**Task objective:** Your answer should be every line from the records that contains "dead".

**Material to process:**

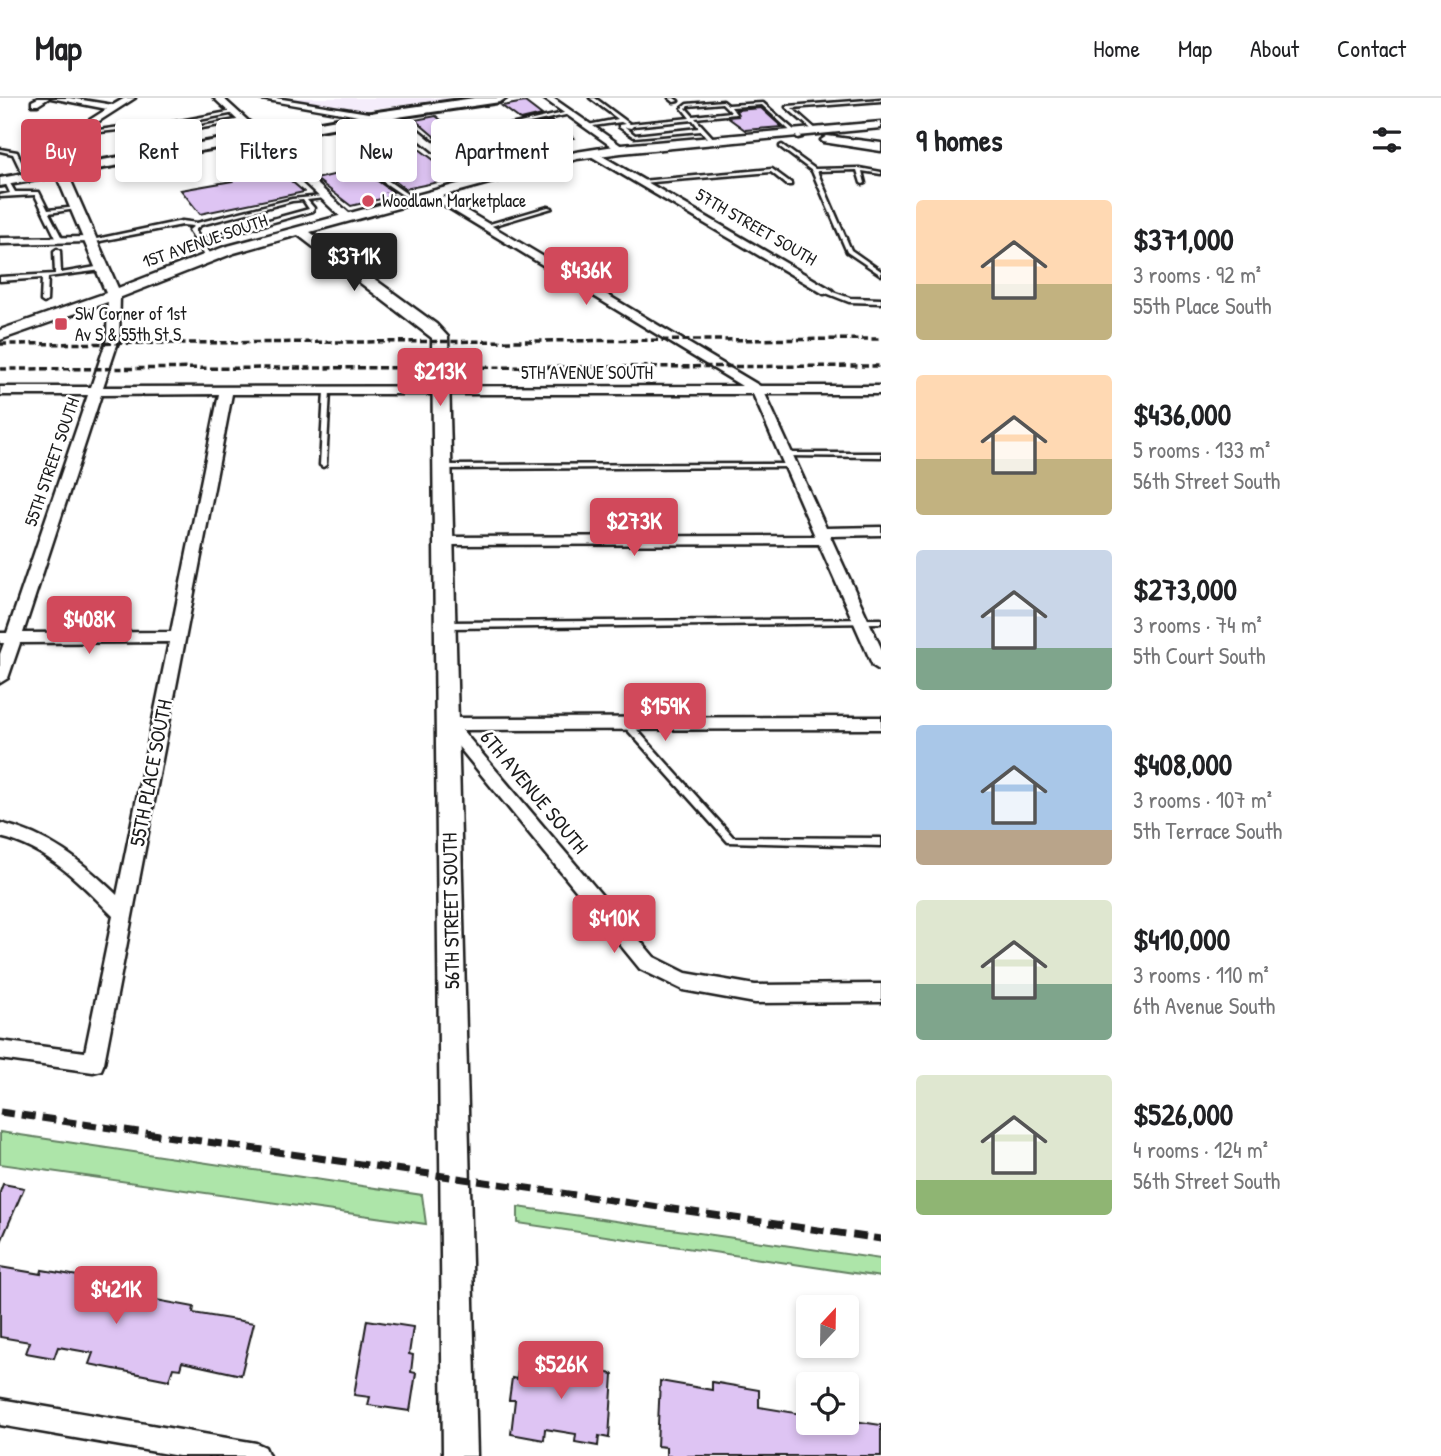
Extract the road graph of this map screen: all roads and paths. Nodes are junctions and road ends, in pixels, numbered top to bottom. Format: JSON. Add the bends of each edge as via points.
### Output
{"nodes":[{"id":1,"x":45,"y":98,"type":"edge"},
{"id":2,"x":55,"y":98,"type":"edge"},
{"id":3,"x":131,"y":98,"type":"edge"},
{"id":4,"x":218,"y":98,"type":"edge"},
{"id":5,"x":260,"y":98,"type":"edge"},
{"id":6,"x":499,"y":98,"type":"edge"},
{"id":7,"x":547,"y":98,"type":"edge"},
{"id":8,"x":592,"y":98,"type":"edge"},
{"id":9,"x":771,"y":98,"type":"edge"},
{"id":10,"x":881,"y":100,"type":"edge"},
{"id":11,"x":35,"y":103,"type":"dead end"},
{"id":12,"x":725,"y":104,"type":"junction"},
{"id":13,"x":115,"y":108,"type":"junction"},
{"id":14,"x":233,"y":112,"type":"junction"},
{"id":15,"x":569,"y":113,"type":"junction"},
{"id":16,"x":377,"y":116,"type":"junction"},
{"id":17,"x":693,"y":118,"type":"junction"},
{"id":18,"x":97,"y":119,"type":"edge"},
{"id":19,"x":196,"y":119,"type":"edge"},
{"id":20,"x":241,"y":119,"type":"edge"},
{"id":21,"x":622,"y":120,"type":"junction"},
{"id":22,"x":627,"y":124,"type":"junction"},
{"id":23,"x":322,"y":125,"type":"edge"},
{"id":24,"x":881,"y":125,"type":"edge"},
{"id":25,"x":588,"y":126,"type":"junction"},
{"id":26,"x":703,"y":129,"type":"junction"},
{"id":27,"x":816,"y":132,"type":"junction"},
{"id":28,"x":643,"y":134,"type":"junction"},
{"id":29,"x":798,"y":135,"type":"junction"},
{"id":30,"x":782,"y":140,"type":"junction"},
{"id":31,"x":713,"y":141,"type":"junction"},
{"id":32,"x":429,"y":144,"type":"junction"},
{"id":33,"x":658,"y":146,"type":"junction"},
{"id":34,"x":881,"y":146,"type":"edge"},
{"id":35,"x":621,"y":149,"type":"junction"},
{"id":36,"x":0,"y":150,"type":"edge"},
{"id":37,"x":592,"y":153,"type":"junction"},
{"id":38,"x":21,"y":166,"type":"edge"},
{"id":39,"x":859,"y":169,"type":"junction"},
{"id":40,"x":814,"y":170,"type":"junction"},
{"id":41,"x":881,"y":173,"type":"edge"},
{"id":42,"x":65,"y":182,"type":"edge"},
{"id":43,"x":307,"y":182,"type":"edge"},
{"id":44,"x":387,"y":182,"type":"edge"},
{"id":45,"x":641,"y":182,"type":"junction"},
{"id":46,"x":478,"y":183,"type":"junction"},
{"id":47,"x":863,"y":183,"type":"dead end"},
{"id":48,"x":789,"y":184,"type":"dead end"},
{"id":49,"x":7,"y":186,"type":"edge"},
{"id":50,"x":432,"y":194,"type":"junction"},
{"id":51,"x":0,"y":196,"type":"edge"},
{"id":52,"x":323,"y":197,"type":"junction"},
{"id":53,"x":412,"y":199,"type":"junction"},
{"id":54,"x":305,"y":201,"type":"junction"},
{"id":55,"x":76,"y":208,"type":"junction"},
{"id":56,"x":550,"y":208,"type":"dead end"},
{"id":57,"x":47,"y":212,"type":"junction"},
{"id":58,"x":347,"y":217,"type":"junction"},
{"id":59,"x":198,"y":225,"type":"junction"},
{"id":60,"x":486,"y":226,"type":"junction"},
{"id":61,"x":299,"y":230,"type":"junction"},
{"id":62,"x":60,"y":240,"type":"junction"},
{"id":63,"x":90,"y":240,"type":"junction"},
{"id":64,"x":0,"y":241,"type":"edge"},
{"id":65,"x":199,"y":241,"type":"junction"},
{"id":66,"x":57,"y":251,"type":"dead end"},
{"id":67,"x":208,"y":256,"type":"junction"},
{"id":68,"x":102,"y":268,"type":"junction"},
{"id":69,"x":881,"y":273,"type":"edge"},
{"id":70,"x":58,"y":275,"type":"junction"},
{"id":71,"x":45,"y":276,"type":"junction"},
{"id":72,"x":0,"y":279,"type":"edge"},
{"id":73,"x":828,"y":292,"type":"joint"},
{"id":74,"x":114,"y":295,"type":"junction"},
{"id":75,"x":44,"y":301,"type":"dead end"},
{"id":76,"x":881,"y":301,"type":"edge"},
{"id":77,"x":0,"y":335,"type":"edge"},
{"id":78,"x":441,"y":365,"type":"joint"},
{"id":79,"x":757,"y":390,"type":"junction"},
{"id":80,"x":881,"y":390,"type":"edge"},
{"id":81,"x":0,"y":391,"type":"edge"},
{"id":82,"x":327,"y":391,"type":"junction"},
{"id":83,"x":440,"y":391,"type":"junction"},
{"id":84,"x":96,"y":392,"type":"junction"},
{"id":85,"x":226,"y":392,"type":"junction"},
{"id":86,"x":881,"y":454,"type":"edge"},
{"id":87,"x":788,"y":461,"type":"junction"},
{"id":88,"x":323,"y":465,"type":"dead end"},
{"id":89,"x":442,"y":467,"type":"junction"},
{"id":90,"x":881,"y":531,"type":"edge"},
{"id":91,"x":822,"y":536,"type":"junction"},
{"id":92,"x":444,"y":541,"type":"junction"},
{"id":93,"x":861,"y":621,"type":"junction"},
{"id":94,"x":881,"y":621,"type":"edge"},
{"id":95,"x":446,"y":625,"type":"junction"},
{"id":96,"x":178,"y":637,"type":"junction"},
{"id":97,"x":7,"y":638,"type":"edge"},
{"id":98,"x":881,"y":666,"type":"edge"},
{"id":99,"x":0,"y":678,"type":"edge"},
{"id":100,"x":881,"y":723,"type":"edge"},
{"id":101,"x":448,"y":724,"type":"junction"},
{"id":102,"x":627,"y":724,"type":"junction"},
{"id":103,"x":0,"y":830,"type":"edge"},
{"id":104,"x":881,"y":842,"type":"edge"},
{"id":105,"x":123,"y":914,"type":"junction"},
{"id":106,"x":881,"y":993,"type":"edge"},
{"id":107,"x":0,"y":1050,"type":"edge"},
{"id":108,"x":0,"y":1412,"type":"edge"},
{"id":109,"x":256,"y":1456,"type":"edge"},
{"id":110,"x":460,"y":1456,"type":"edge"}],
"edges":[{"from":1,"to":11,"type":"street"},
{"from":2,"to":13,"type":"street"},
{"from":3,"to":13,"type":"street"},
{"from":4,"to":14,"type":"street"},
{"from":5,"to":16,"type":"street"},
{"from":6,"to":16,"type":"main road"},
{"from":7,"to":15,"type":"street"},
{"from":8,"to":21,"type":"lane"},
{"from":9,"to":12,"type":"lane"},
{"from":10,"to":27,"type":"lane","via":[[788,107]]},
{"from":12,"to":17,"type":"lane","via":[[734,113]]},
{"from":12,"to":17,"type":"lane","via":[[687,105],[684,108]]},
{"from":12,"to":29,"type":"lane","via":[[763,104]]},
{"from":13,"to":18,"type":"street"},
{"from":14,"to":19,"type":"lane"},
{"from":14,"to":20,"type":"street"},
{"from":15,"to":25,"type":"street"},
{"from":15,"to":32,"type":"lane"},
{"from":16,"to":23,"type":"main road"},
{"from":16,"to":32,"type":"street","via":[[402,121]]},
{"from":17,"to":22,"type":"lane"},
{"from":17,"to":26,"type":"lane"},
{"from":21,"to":22,"type":"lane"},
{"from":21,"to":25,"type":"lane"},
{"from":22,"to":28,"type":"lane","via":[[621,126],[634,136]]},
{"from":24,"to":27,"type":"street"},
{"from":25,"to":35,"type":"street"},
{"from":26,"to":28,"type":"lane"},
{"from":26,"to":31,"type":"lane"},
{"from":27,"to":29,"type":"street"},
{"from":28,"to":33,"type":"lane"},
{"from":29,"to":30,"type":"street","name":"1ST AVENUE SOUTH"},
{"from":29,"to":34,"type":"street"},
{"from":30,"to":31,"type":"street","name":"1ST AVENUE SOUTH"},
{"from":30,"to":40,"type":"lane"},
{"from":31,"to":33,"type":"street","name":"1ST AVENUE SOUTH"},
{"from":32,"to":46,"type":"street"},
{"from":33,"to":35,"type":"street","name":"1ST AVENUE SOUTH"},
{"from":35,"to":37,"type":"street","name":"1ST AVENUE SOUTH"},
{"from":36,"to":38,"type":"lane","via":[[15,153]]},
{"from":37,"to":45,"type":"street","name":"57TH STREET SOUTH"},
{"from":37,"to":46,"type":"street","name":"1ST AVENUE SOUTH"},
{"from":39,"to":40,"type":"lane"},
{"from":39,"to":41,"type":"lane"},
{"from":39,"to":47,"type":"lane"},
{"from":40,"to":69,"type":"lane","via":[[849,251]]},
{"from":42,"to":55,"type":"street"},
{"from":43,"to":52,"type":"street"},
{"from":44,"to":53,"type":"lane"},
{"from":45,"to":48,"type":"lane","via":[[772,170]]},
{"from":45,"to":73,"type":"street","name":"57TH STREET SOUTH"},
{"from":46,"to":50,"type":"street","name":"1ST AVENUE SOUTH"},
{"from":49,"to":51,"type":"lane"},
{"from":49,"to":57,"type":"lane","via":[[37,193]]},
{"from":50,"to":53,"type":"street","name":"1ST AVENUE SOUTH"},
{"from":50,"to":60,"type":"street"},
{"from":52,"to":54,"type":"lane"},
{"from":52,"to":58,"type":"street"},
{"from":53,"to":58,"type":"street","name":"1ST AVENUE SOUTH"},
{"from":54,"to":59,"type":"lane","via":[[292,200]]},
{"from":54,"to":65,"type":"lane","via":[[311,210]]},
{"from":55,"to":57,"type":"lane"},
{"from":55,"to":63,"type":"street"},
{"from":56,"to":60,"type":"lane"},
{"from":57,"to":62,"type":"lane"},
{"from":58,"to":61,"type":"street","name":"1ST AVENUE SOUTH"},
{"from":59,"to":63,"type":"lane","via":[[182,223]]},
{"from":59,"to":65,"type":"lane","via":[[192,230]]},
{"from":60,"to":79,"type":"street"},
{"from":61,"to":67,"type":"street","name":"1ST AVENUE SOUTH"},
{"from":61,"to":78,"type":"street","via":[[436,332]]},
{"from":62,"to":63,"type":"street"},
{"from":62,"to":64,"type":"street"},
{"from":63,"to":68,"type":"street"},
{"from":65,"to":67,"type":"lane"},
{"from":66,"to":70,"type":"lane"},
{"from":67,"to":74,"type":"street","name":"1ST AVENUE SOUTH"},
{"from":68,"to":70,"type":"lane"},
{"from":68,"to":74,"type":"street"},
{"from":70,"to":71,"type":"lane"},
{"from":71,"to":72,"type":"lane"},
{"from":71,"to":75,"type":"lane"},
{"from":73,"to":76,"type":"lane","via":[[849,300]]},
{"from":74,"to":77,"type":"street","name":"1ST AVENUE SOUTH"},
{"from":74,"to":84,"type":"street","name":"55TH STREET SOUTH","via":[[113,340]]},
{"from":78,"to":83,"type":"street","name":"56TH STREET SOUTH"},
{"from":79,"to":80,"type":"street","name":"5TH AVENUE SOUTH"},
{"from":79,"to":83,"type":"street","name":"5TH AVENUE SOUTH"},
{"from":79,"to":87,"type":"street"},
{"from":81,"to":84,"type":"street","name":"5TH AVENUE SOUTH"},
{"from":82,"to":83,"type":"street","name":"5TH AVENUE SOUTH"},
{"from":82,"to":85,"type":"street","name":"5TH AVENUE SOUTH"},
{"from":82,"to":88,"type":"lane"},
{"from":83,"to":89,"type":"street","name":"56TH STREET SOUTH"},
{"from":84,"to":85,"type":"street","name":"5TH AVENUE SOUTH"},
{"from":84,"to":97,"type":"street","name":"55TH STREET SOUTH"},
{"from":85,"to":96,"type":"street","name":"55TH PLACE SOUTH"},
{"from":86,"to":87,"type":"lane"},
{"from":87,"to":89,"type":"lane"},
{"from":87,"to":91,"type":"street"},
{"from":89,"to":92,"type":"street","name":"56TH STREET SOUTH"},
{"from":90,"to":91,"type":"street"},
{"from":91,"to":92,"type":"street"},
{"from":91,"to":93,"type":"street"},
{"from":92,"to":95,"type":"street","name":"56TH STREET SOUTH"},
{"from":93,"to":94,"type":"lane"},
{"from":93,"to":95,"type":"lane"},
{"from":93,"to":98,"type":"street"},
{"from":95,"to":101,"type":"street","name":"56TH STREET SOUTH"},
{"from":96,"to":97,"type":"street"},
{"from":96,"to":105,"type":"street","name":"55TH PLACE SOUTH"},
{"from":97,"to":99,"type":"street","name":"55TH STREET SOUTH"},
{"from":100,"to":102,"type":"street"},
{"from":101,"to":102,"type":"street"},
{"from":101,"to":106,"type":"street","name":"6TH AVENUE SOUTH","via":[[647,963],[683,981],[755,995]]},
{"from":101,"to":110,"type":"street","name":"56TH STREET SOUTH"},
{"from":102,"to":104,"type":"lane","via":[[731,840]]},
{"from":103,"to":105,"type":"street","via":[[19,833],[71,862]]},
{"from":105,"to":107,"type":"street","name":"55TH PLACE SOUTH","via":[[93,1063]]},
{"from":108,"to":109,"type":"street"}]}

**Solution for this exercise:**
{"id":11,"x":35,"y":103,"type":"dead end"},
{"id":47,"x":863,"y":183,"type":"dead end"},
{"id":48,"x":789,"y":184,"type":"dead end"},
{"id":56,"x":550,"y":208,"type":"dead end"},
{"id":66,"x":57,"y":251,"type":"dead end"},
{"id":75,"x":44,"y":301,"type":"dead end"},
{"id":88,"x":323,"y":465,"type":"dead end"},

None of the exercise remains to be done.